PPARγ Antagonizes Hypoxia-Induced Activation of Hepatic Stellate Cell through Cross Mediating PI3K/AKT and cGMP/PKG Signaling

Background and Aims. Accumulating evidence reveals that PPARγ plays a unique role in the regulation of hepatic fibrosis and hepatic stellate cells (HSCs) activation. This study was aimed at investigating the role of PPARγ in hypoxia-induced hepatic fibrogenesis and its possible mechanism. Methods. Rats used for CCl4-induced hepatic fibrosis model were exposed to hypoxia for 8 hours each day.
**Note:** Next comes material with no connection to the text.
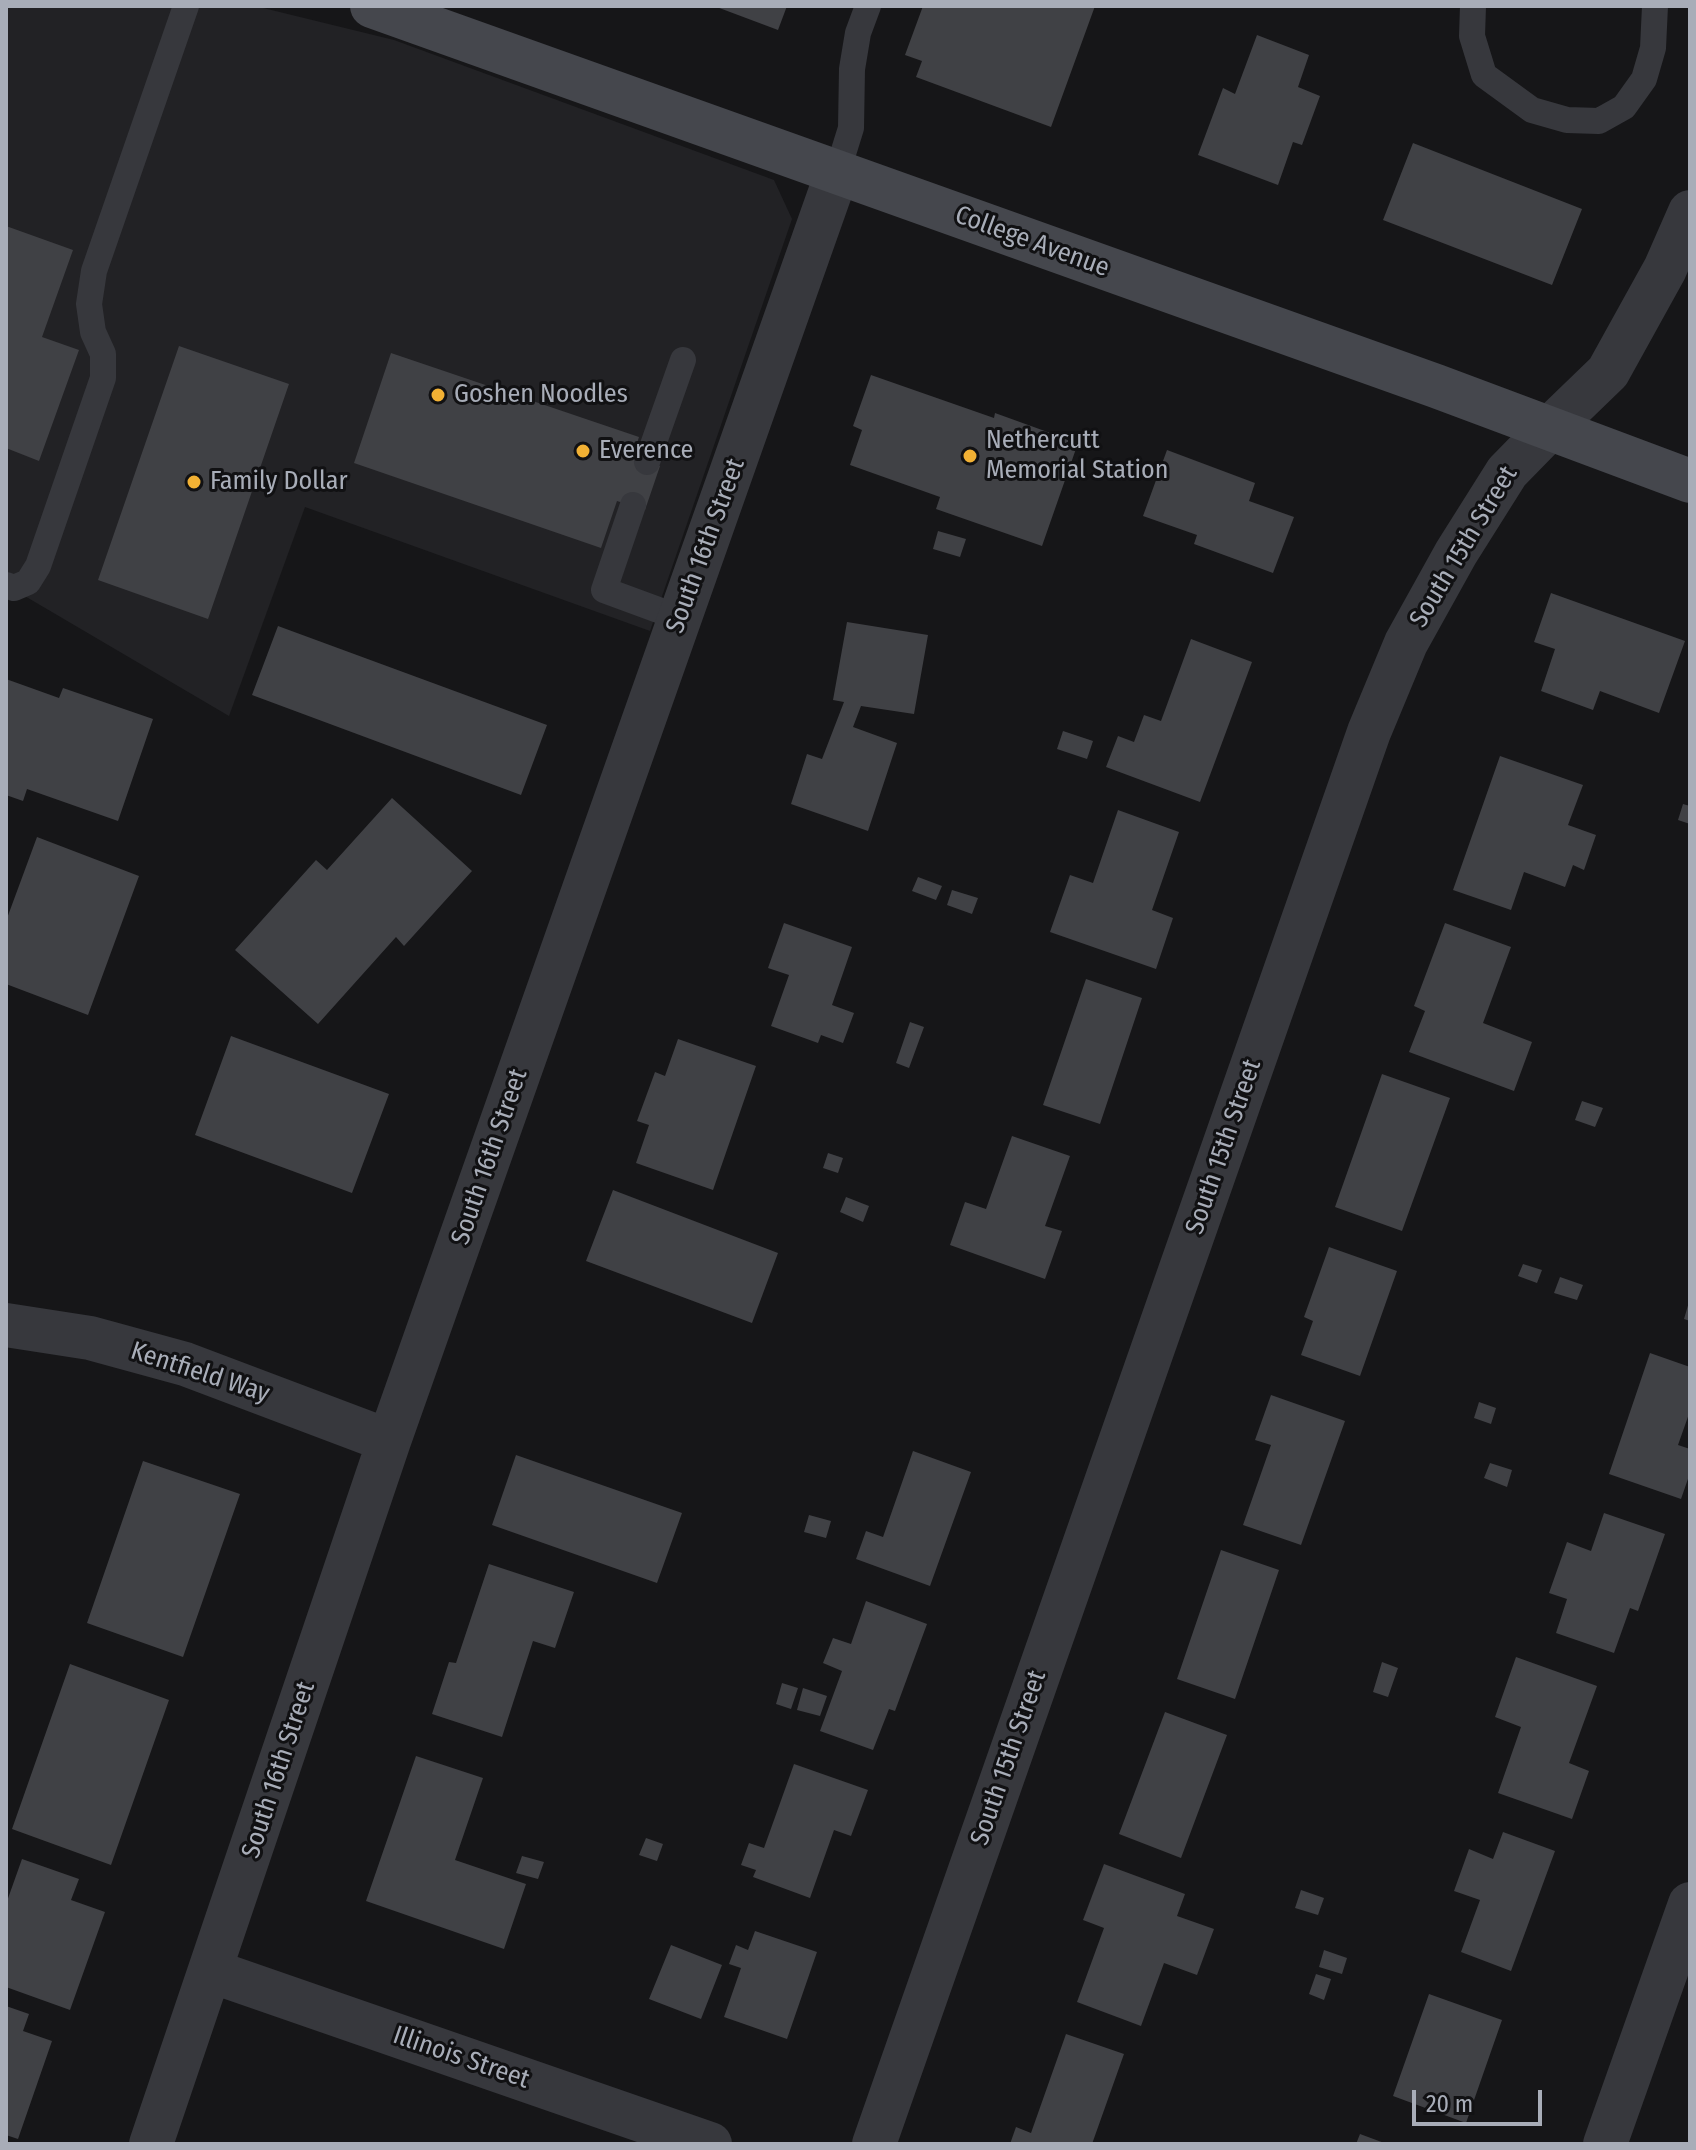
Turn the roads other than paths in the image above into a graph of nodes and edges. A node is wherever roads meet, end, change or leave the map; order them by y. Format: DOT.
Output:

Rats exposed to hypoxia were treated with or without the PPARγ agonist rosiglitazone. Liver sections were stained with HE and Sirius red staining 8 weeks later. HSCs were exposed to hypoxic environment in the presence or absence of rosiglitazone, and expression of PPARγ and two fibrosis markers, α-SMA and desmin, were measured using western blot and immunofluorescence staining. Next, levels of PPARγ, α-SMA, and desmin as well as PKG and cGMP activity were detected using PI3K/AKT and a cGMP activator or inhibitor. Results. Hypoxia promoted the induction and progress of hepatic fibrosis and HSCs activation. Meanwhile, rosiglitazone significantly antagonized the effects induced by hypoxia. Signaling by sGC/cGMP/PKG promoted the inhibitory effect of PPARγ on hypoxia-induced activation of HSCs. Moreover, PI3K/AKT signaling or PDE5 blocked the above response of PPARγ. Conclusion. sGC/cGMP/PKG and PI3K/AKT signals act on PPARγ synergistically to attenuate hypoxia-induced HSC activation.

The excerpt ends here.